La distinción más operativa y aceptada actualmente es la que diferencia entre tierras altas (zonas interiores y de meseta: México central, Colombia interior, zona andina) y tierras bajas (zonas costeras e insulares: Caribe, costas de Colombia y Venezuela, Río de la Plata). Las tierras altas presentan un consonantismo más conservador (mantenimiento de /s/ implosiva, articulación tensa) y un vocalismo más relajado, mientras que las tierras bajas muestran debilitamiento consonántico (aspiración y pérdida de /s/) y un vocalismo más estable.
El español caribeño (Cuba, Puerto Rico, República Dominicana, costas de Venezuela y Colombia) se caracteriza por la aspiración y pérdida de /s/, la confusión de líquidas, la velarización de /n/ final y una entonación peculiar. El español mexicano se distingue por la conservación de /s/ en posición implosiva, el debilitamiento vocálico en contacto con /s/ y la influencia del náhuatl. El español rioplatense destaca por el rehilamiento de /ʝ/, el voseo verbal pleno y una marcada influencia del italiano en el léxico y la entonación. El español andino presenta rasgos de contacto intenso con el quechua y el aimara, como la confusión de vocales /e/-/i/ y /o/-/u/. El fenómeno del spanglish en Estados Unidos, mezcla de español e inglés con préstamos, calcos y alternancia de códigos, refleja una realidad lingüística específica de las comunidades hispanohablantes en situación de bilingüismo intenso.
El debate entre fragmentación y unidad del español ha acompañado la historia de la lengua desde las independencias americanas del siglo XIX. Rufino José Cuervo, en su «Prólogo» a las Apuntaciones críticas sobre el lenguaje bogotano (1867-1872), llegó a comparar la situación del español con la fragmentación del latín en lenguas romances. Frente a esta visión pesimista, Ramón Menéndez Pidal y Amado Alonso defendieron la tesis de la unidad esencial del español, argumentando que los factores centrípetos (alfabetización, medios de comunicación, prestigio de la lengua culta) superaban a los centrífugos (dialectalización, aislamiento geográfico).

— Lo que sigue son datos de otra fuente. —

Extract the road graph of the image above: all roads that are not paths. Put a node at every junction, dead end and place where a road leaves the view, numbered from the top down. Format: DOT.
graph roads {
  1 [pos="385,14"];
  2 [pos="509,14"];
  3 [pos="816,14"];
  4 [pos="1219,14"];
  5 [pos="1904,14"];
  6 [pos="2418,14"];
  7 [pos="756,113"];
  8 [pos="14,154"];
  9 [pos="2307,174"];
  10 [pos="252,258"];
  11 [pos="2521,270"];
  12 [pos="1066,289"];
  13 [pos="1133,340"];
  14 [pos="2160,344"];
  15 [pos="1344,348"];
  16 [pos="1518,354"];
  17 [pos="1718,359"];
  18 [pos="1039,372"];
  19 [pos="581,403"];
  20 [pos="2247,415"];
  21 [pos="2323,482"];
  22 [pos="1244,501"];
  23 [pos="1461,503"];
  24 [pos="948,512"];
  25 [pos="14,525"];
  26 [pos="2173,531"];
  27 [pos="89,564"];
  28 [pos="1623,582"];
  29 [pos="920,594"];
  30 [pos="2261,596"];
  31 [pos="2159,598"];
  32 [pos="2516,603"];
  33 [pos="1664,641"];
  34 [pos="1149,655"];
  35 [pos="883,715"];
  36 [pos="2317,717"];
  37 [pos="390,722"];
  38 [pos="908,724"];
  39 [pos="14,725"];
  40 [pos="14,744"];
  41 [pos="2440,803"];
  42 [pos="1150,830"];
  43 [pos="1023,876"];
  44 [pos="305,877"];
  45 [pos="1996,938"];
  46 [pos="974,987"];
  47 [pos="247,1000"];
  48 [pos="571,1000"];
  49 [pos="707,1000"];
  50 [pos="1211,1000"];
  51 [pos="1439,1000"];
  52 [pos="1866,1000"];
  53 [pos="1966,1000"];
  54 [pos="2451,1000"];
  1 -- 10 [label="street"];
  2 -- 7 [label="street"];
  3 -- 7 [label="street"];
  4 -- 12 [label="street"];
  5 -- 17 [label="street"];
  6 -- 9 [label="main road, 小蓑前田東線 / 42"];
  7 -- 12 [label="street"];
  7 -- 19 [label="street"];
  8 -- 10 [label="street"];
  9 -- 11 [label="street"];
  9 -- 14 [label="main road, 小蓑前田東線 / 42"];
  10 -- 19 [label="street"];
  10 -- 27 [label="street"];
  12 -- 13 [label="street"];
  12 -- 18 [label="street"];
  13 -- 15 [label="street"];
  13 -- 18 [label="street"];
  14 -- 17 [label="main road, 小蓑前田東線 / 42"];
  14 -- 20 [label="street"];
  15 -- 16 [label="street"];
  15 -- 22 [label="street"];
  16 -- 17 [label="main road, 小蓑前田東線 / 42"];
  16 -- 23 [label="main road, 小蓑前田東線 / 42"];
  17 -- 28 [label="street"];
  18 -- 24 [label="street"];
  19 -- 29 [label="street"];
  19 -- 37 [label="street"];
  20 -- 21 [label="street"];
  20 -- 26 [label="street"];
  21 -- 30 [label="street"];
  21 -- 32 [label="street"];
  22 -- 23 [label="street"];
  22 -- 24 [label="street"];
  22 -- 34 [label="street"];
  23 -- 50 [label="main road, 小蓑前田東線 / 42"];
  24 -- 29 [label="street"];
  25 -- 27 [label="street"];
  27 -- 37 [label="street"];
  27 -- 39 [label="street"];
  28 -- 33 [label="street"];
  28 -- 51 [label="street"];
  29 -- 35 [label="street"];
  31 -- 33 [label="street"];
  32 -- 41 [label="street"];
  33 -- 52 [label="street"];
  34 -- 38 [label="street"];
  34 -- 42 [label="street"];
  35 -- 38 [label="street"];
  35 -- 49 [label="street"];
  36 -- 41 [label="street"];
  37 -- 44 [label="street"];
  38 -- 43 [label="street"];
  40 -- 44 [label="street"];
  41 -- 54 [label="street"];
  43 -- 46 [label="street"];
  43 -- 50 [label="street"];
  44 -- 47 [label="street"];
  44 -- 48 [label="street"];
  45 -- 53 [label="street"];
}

Hoy, el consenso académico reconoce que el español es una lengua unitaria en su diversidad, una lengua policéntrica que posee múltiples normas cultas de referencia, todas igualmente legítimas. Este paradigma se ha institucionalizado a través de la política panhispánica liderada por la Real Academia Española (RAE), fundada en 1713, y la Asociación de Academias de la Lengua Española (ASALE), creada en 1951 y que agrupa a las veintidós academias del mundo hispánico. Las obras normativas fundamentales reflejan esta orientación: la Nueva gramática de la lengua española (2009-2011), primera gramática verdaderamente panhispánica que describe y norma todas las variedades del español; la Ortografía de la lengua española (2010); y el Diccionario de la lengua española (DLE), actualizado continuamente.

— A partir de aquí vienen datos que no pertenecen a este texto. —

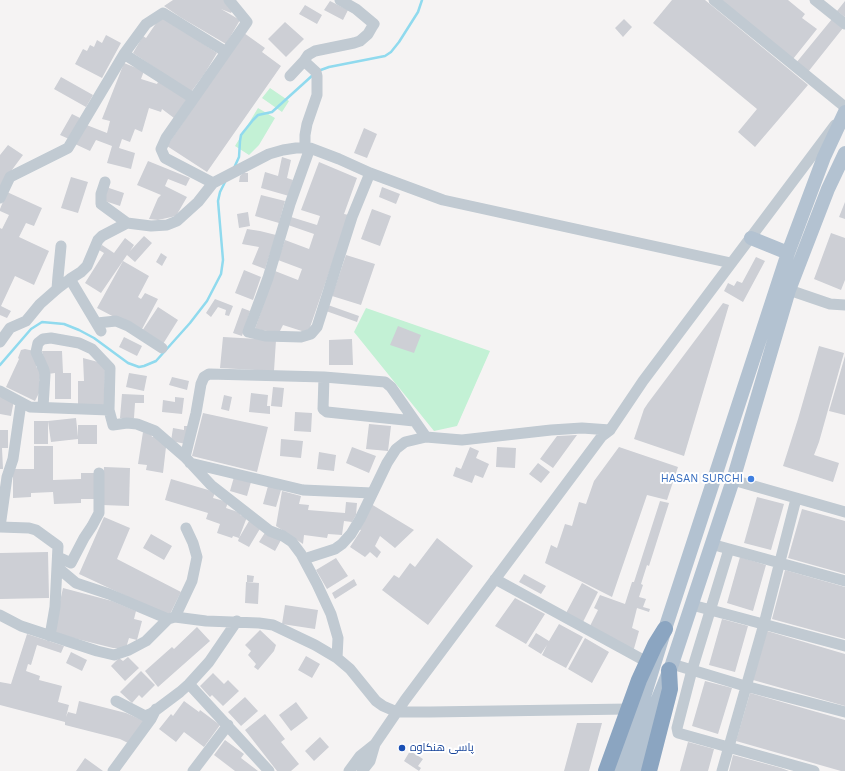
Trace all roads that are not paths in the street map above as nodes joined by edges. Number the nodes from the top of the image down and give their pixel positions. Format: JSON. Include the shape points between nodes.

El concepto de norma policéntrica implica que no existe un único español correcto, sino múltiples normas cultas (la mexicana, la rioplatense, la castellana, la andina, etc.) que comparten un amplísimo fondo común y difieren en aspectos fonéticos, léxicos y, en menor medida, morfosintácticos. Los medios de comunicación masivos, la industria editorial, el cine y las plataformas digitales actúan como poderosos factores de cohesión, favoreciendo un español estándar internacional que, sin ser la norma de ningún país concreto, resulta comprensible para todos los hispanohablantes. La vitalidad demográfica del español, su creciente peso económico y su proyección cultural garantizan que esta unidad en la diversidad siga siendo el rasgo definitorio de una de las grandes lenguas de civilización del planeta.